Problem description ▸ What is the number of lines in the records that contain "roads"? Give only that number.

Supplied material ▸
----

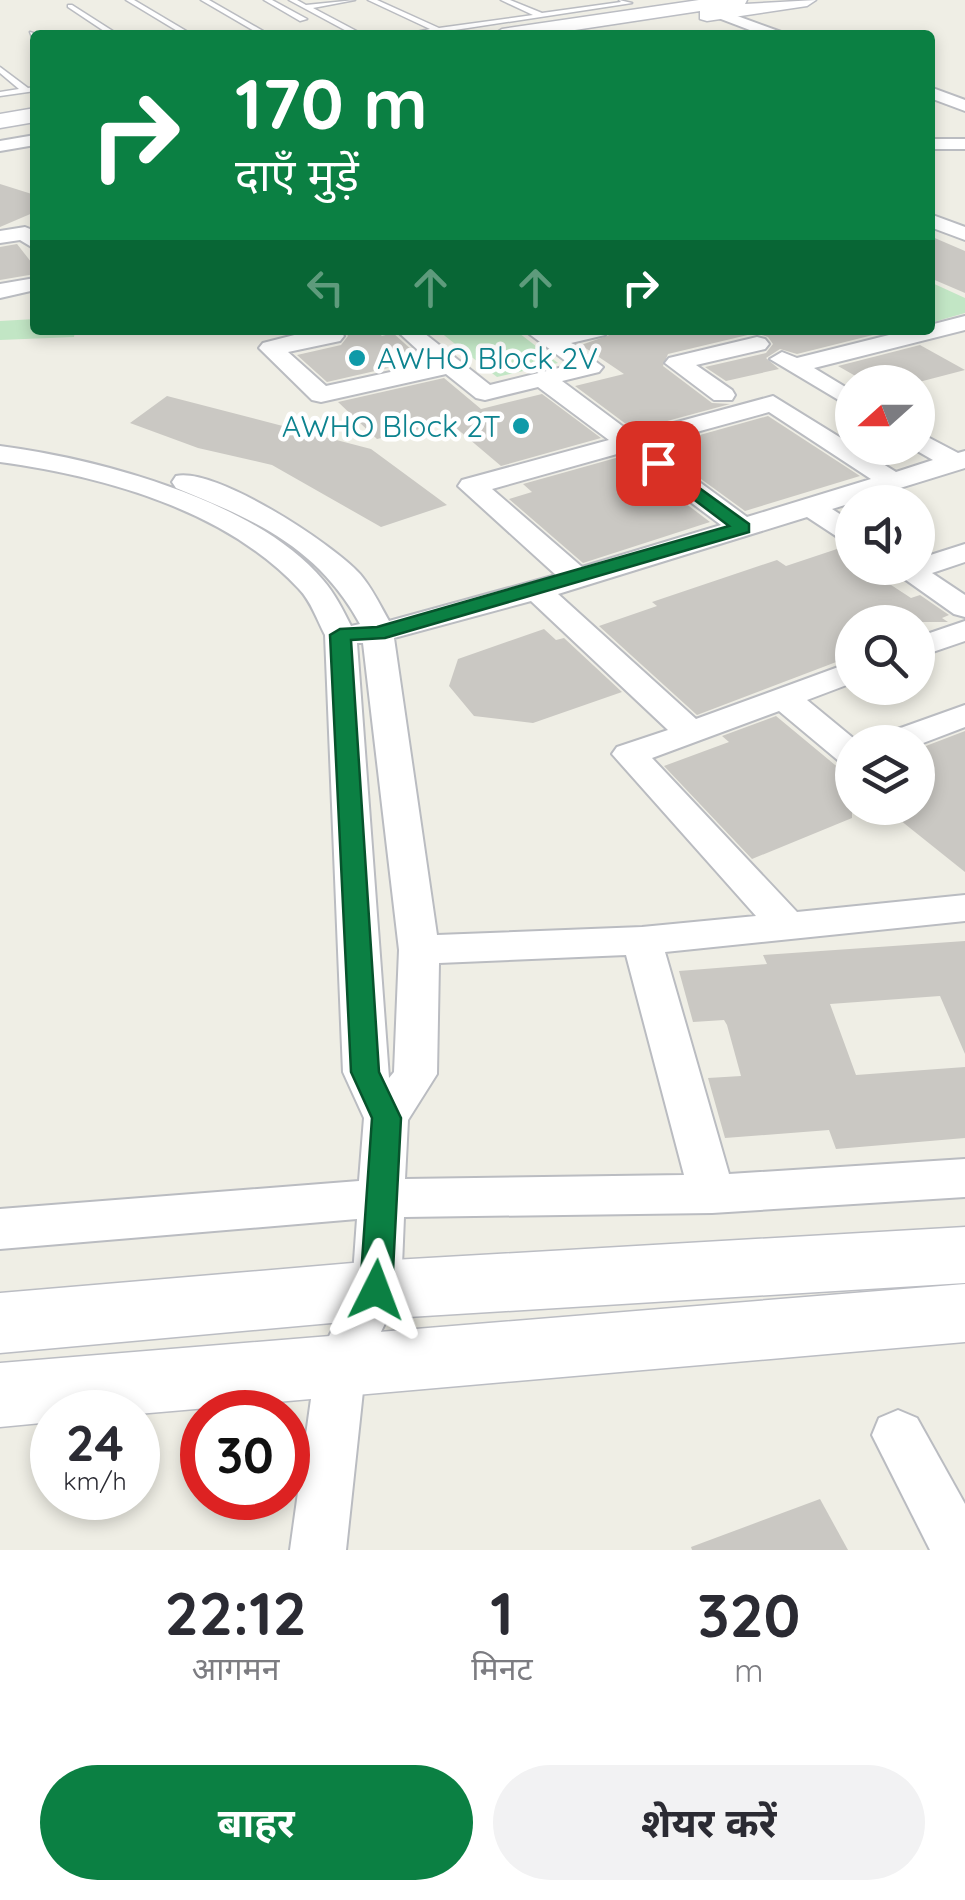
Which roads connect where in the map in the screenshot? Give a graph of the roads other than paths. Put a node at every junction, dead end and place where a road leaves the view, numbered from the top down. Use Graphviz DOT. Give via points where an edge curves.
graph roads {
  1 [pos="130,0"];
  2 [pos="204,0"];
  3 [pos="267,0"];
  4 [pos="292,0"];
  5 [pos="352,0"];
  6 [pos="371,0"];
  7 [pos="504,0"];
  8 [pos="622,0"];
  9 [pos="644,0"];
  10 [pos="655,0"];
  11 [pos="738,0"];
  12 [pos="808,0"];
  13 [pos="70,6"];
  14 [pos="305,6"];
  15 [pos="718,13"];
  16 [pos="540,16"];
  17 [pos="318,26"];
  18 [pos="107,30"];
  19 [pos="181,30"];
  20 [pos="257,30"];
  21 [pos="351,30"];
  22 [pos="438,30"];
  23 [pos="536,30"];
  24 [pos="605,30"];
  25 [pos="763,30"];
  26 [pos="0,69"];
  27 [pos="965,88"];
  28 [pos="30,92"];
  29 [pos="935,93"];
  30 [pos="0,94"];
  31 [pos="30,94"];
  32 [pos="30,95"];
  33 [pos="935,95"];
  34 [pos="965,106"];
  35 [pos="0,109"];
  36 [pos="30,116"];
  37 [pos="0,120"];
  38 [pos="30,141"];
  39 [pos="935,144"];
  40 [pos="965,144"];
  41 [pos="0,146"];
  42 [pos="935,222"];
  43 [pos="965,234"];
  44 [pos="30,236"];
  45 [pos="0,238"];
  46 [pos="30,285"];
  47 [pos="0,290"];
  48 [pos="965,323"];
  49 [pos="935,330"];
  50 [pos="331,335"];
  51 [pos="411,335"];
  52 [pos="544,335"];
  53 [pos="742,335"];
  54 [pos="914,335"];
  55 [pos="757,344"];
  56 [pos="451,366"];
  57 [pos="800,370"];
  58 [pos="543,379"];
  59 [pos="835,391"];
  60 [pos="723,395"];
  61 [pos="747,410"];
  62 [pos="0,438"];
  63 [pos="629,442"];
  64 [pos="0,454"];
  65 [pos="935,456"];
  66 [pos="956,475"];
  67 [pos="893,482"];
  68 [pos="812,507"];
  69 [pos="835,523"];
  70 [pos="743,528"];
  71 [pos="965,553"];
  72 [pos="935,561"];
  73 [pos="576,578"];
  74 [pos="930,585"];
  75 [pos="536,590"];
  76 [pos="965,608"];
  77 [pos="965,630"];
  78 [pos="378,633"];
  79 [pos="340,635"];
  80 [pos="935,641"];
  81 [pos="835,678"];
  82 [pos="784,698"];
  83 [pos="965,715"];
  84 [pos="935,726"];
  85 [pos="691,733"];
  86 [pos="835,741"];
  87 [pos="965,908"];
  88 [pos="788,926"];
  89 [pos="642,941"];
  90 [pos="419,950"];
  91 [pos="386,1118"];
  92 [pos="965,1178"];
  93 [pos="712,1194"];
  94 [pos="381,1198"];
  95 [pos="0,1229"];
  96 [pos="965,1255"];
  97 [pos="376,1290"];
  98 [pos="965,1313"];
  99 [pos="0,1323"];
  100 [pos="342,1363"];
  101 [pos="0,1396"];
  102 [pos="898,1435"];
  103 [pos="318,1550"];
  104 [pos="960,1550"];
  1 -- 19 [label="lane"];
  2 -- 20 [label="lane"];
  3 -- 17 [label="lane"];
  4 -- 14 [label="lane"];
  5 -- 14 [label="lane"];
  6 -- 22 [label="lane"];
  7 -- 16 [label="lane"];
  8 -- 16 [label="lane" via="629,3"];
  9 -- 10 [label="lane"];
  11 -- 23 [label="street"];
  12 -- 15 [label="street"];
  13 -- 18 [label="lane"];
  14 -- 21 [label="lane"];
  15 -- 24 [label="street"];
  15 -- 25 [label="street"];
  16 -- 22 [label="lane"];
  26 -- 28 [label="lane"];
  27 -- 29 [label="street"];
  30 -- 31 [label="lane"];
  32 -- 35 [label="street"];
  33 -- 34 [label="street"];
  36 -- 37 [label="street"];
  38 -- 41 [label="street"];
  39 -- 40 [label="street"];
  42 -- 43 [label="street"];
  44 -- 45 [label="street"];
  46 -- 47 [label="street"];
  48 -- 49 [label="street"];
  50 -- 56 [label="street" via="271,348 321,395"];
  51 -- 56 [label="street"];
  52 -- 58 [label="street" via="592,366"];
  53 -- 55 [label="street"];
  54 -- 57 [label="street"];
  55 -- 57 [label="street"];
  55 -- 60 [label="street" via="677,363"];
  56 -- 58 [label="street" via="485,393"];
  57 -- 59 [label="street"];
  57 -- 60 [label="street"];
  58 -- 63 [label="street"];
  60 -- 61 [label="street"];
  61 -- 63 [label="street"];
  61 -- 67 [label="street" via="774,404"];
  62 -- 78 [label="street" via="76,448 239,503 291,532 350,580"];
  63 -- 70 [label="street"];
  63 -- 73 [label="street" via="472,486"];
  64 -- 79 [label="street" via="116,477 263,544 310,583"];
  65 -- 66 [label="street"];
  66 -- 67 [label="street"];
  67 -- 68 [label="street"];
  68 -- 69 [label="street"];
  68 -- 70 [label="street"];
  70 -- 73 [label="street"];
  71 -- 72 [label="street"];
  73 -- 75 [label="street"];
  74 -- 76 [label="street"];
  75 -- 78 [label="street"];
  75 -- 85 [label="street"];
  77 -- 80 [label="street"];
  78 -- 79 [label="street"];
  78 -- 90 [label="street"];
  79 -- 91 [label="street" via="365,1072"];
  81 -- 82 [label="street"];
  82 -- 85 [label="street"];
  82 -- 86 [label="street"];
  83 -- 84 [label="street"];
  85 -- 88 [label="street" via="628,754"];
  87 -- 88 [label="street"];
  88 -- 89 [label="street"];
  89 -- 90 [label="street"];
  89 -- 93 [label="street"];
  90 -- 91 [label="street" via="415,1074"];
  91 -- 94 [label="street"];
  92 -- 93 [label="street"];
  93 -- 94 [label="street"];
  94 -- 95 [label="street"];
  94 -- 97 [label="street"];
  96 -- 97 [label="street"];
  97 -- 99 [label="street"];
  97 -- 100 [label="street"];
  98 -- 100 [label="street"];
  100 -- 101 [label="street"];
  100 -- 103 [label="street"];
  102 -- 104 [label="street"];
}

----

Answer to this exercise ▸ 2